Introducing the H. Moser & Cie Endeavour Centre Seconds Concept Lime Green

The green dial trend of 2021 seems to have gone as quickly as it arrived. Now we are seeing some brands jump on the “Tiffany blue” bandwagon in 2022, but Moser seems to have not gotten the memo. No matter. Moser has always marched to the beat of its own drum anyway. In 2021, its green dial contribution took the form of a fumé (smoke) dial color called Blue Lagoon in the Pioneer Centre Seconds Mega Cool (you just can’t beat Moser’s naming conventions).

This year, for the latest addition to the Endeavour Collection, Moser is sticking with green, with the more literally named Endeavour Centre Seconds Concept Lime Green. The case is the familiar 40mm sculpted block of highly polished stainless steel, with a svelte concave side profile that is the most voluptuous Moser makes. And yet this beauty of a case plays sidekick to the main attraction underneath the sapphire crystal of every Endeavour — the stripped-down dial. The fumé dial effect is synonymous with Moser and is often expressed as a painted sunburst brushed finish that requires more than 200 steps to achieve. This new Endeavour steers slightly away from that norm with a dial in “grand feu’’ enamel and a textured surface that mimics the dappled effect of hand-hammered gold.

H. Moser & Cie Endeavour Centre Seconds Concept Lime Green
Moser sticks with a green dial for their latest 2022 Endeavour and it's a beauty.
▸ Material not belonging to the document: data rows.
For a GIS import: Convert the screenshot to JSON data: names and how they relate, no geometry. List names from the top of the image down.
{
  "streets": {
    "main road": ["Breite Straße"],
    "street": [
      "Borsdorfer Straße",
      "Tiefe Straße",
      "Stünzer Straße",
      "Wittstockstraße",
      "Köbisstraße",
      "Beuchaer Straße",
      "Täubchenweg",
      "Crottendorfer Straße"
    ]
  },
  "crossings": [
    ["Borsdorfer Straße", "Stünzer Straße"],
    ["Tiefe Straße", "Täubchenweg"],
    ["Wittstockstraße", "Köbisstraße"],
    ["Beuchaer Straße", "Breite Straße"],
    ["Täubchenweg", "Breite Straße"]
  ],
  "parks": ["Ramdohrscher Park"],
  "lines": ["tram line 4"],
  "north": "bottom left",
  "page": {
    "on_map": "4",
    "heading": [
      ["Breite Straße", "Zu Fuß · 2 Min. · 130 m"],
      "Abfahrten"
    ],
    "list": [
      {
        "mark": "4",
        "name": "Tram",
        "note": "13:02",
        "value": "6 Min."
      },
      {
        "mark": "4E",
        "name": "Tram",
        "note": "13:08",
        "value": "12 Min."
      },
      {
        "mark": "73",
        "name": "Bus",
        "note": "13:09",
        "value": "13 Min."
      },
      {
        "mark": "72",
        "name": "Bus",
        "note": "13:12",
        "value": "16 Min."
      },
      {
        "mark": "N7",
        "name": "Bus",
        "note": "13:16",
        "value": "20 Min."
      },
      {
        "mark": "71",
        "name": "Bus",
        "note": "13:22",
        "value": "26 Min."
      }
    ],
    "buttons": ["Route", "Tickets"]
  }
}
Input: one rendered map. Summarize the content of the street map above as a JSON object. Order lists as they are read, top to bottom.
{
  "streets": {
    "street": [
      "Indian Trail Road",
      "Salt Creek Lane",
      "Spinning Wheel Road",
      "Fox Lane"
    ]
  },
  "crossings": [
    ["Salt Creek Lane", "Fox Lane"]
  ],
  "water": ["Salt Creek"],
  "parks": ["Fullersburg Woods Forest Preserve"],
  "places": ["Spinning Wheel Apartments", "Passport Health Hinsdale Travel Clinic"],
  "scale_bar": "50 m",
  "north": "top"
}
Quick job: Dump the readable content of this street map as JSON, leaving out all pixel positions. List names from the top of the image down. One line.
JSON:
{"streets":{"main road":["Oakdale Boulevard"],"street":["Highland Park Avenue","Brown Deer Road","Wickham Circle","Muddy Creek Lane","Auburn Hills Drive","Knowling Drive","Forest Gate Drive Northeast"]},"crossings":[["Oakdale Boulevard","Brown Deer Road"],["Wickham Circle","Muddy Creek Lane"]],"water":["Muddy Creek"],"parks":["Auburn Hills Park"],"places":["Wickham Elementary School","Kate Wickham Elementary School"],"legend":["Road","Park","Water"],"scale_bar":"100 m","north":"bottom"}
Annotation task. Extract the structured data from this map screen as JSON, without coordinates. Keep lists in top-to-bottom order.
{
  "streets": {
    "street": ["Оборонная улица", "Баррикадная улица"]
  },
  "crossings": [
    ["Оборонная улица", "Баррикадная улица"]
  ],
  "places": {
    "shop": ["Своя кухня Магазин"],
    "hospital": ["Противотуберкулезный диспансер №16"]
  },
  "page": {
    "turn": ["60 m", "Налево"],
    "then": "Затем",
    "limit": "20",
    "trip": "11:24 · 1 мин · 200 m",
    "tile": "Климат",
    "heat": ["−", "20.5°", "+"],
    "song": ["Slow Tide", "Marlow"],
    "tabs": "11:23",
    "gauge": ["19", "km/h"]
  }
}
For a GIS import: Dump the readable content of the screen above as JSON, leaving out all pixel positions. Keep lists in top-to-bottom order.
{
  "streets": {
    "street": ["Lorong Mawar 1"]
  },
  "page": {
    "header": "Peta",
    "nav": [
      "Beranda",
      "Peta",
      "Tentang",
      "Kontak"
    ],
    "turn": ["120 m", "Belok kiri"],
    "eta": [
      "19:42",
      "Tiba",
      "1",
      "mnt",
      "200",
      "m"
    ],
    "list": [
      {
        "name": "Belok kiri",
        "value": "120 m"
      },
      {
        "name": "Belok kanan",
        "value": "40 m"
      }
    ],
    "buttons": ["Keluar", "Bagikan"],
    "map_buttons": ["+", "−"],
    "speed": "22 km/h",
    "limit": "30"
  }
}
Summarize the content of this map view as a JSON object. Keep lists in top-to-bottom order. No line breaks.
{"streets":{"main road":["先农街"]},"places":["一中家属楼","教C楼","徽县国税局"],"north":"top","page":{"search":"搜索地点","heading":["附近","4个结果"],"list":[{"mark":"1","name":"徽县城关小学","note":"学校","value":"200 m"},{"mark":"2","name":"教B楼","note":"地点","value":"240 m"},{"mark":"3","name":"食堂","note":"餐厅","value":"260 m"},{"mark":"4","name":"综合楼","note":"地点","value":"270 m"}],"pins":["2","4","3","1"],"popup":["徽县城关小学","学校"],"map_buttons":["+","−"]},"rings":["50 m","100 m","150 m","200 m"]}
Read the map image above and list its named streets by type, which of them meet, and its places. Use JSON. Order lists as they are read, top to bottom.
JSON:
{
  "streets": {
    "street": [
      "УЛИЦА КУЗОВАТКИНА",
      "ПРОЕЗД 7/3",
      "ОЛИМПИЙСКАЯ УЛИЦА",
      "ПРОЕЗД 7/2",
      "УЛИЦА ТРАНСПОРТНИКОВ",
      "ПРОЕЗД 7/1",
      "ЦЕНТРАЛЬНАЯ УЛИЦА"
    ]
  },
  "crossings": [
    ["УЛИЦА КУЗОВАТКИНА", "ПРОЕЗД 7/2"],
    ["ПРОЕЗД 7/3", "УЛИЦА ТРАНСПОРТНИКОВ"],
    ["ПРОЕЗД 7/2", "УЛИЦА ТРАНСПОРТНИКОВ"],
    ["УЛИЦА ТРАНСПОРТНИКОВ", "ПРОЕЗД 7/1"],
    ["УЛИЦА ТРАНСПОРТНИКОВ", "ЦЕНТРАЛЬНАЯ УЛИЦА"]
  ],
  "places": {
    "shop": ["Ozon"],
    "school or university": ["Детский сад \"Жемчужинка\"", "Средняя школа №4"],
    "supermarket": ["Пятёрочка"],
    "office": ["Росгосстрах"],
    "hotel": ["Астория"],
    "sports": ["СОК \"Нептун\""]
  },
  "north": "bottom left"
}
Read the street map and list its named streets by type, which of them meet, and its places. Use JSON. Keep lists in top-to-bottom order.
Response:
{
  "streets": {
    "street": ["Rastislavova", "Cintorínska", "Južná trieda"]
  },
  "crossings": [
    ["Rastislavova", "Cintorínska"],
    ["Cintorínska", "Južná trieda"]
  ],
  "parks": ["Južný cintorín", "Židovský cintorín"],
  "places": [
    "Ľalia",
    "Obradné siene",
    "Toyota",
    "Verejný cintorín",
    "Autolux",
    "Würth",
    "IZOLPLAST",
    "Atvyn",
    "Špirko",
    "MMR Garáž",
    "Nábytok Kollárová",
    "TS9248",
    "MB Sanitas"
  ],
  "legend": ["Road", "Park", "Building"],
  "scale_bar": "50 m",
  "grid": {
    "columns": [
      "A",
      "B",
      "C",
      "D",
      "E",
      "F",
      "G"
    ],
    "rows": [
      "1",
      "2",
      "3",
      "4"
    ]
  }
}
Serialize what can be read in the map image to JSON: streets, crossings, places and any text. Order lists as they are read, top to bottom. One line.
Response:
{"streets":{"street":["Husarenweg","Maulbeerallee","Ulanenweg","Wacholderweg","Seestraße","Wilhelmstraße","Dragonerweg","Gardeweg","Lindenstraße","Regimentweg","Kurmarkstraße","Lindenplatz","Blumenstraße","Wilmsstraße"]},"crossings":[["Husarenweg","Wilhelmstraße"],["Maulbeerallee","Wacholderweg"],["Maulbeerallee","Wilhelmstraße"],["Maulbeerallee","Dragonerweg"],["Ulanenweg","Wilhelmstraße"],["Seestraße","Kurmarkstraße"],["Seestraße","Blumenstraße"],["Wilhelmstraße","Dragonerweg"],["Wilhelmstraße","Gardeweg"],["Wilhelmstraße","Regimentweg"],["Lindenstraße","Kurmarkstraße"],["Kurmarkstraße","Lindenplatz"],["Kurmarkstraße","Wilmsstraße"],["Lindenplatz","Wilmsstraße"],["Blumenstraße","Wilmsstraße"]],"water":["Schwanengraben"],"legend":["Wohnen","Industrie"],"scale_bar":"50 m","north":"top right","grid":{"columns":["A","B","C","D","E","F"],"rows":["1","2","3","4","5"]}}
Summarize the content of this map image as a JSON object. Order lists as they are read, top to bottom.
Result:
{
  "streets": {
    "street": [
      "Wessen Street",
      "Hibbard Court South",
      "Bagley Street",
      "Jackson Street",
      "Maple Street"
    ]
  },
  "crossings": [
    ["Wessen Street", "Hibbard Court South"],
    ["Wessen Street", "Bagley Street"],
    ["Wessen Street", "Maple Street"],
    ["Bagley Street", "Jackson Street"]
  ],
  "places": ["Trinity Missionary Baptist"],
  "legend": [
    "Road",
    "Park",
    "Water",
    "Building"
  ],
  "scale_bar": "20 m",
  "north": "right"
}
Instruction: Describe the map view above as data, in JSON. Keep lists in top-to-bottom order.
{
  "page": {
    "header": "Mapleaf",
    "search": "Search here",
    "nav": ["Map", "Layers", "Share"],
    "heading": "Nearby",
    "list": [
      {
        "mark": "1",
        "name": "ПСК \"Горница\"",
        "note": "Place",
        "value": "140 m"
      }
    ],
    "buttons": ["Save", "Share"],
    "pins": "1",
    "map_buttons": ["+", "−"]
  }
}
While Moser cannot claim to be the first to use enamel with a dusky ombré (shadow) effect (that honor goes to anOrdain in 2019, discovered serendipitously), it achieves this new Lime Green colorway to great effect through the mastery of age-old enameling techniques but with a slight twist. The traditional method of creating an enamel dial of a single color is by applying colored enamel powder to a metal disc, either by sieving the powder over it or mixing it with water and brushing it on evenly. The dial is then fired in a kiln to a temperature of between 800°C to 1200°C, which melts the enamel, bonding it to the metal surface. The enamel is allowed to cool, after which it is sanded smooth to remove imperfections before the next layer of enamel is applied. The process of firing, cooling and sanding is repeated for every layer of enamel required, and it is this painstaking, laborious technique that gives enamel dials their deep, milky rich luster and completely even consistency that never fades with time. The term “grand feu” or “great fire” comes from the fact that the dials will burst into flames upon entering the kiln, burning off the alcohol that is sprayed on them. The alcohol spray ensures the enamel powder adheres to the metal disk when being transferred from workbench to kiln.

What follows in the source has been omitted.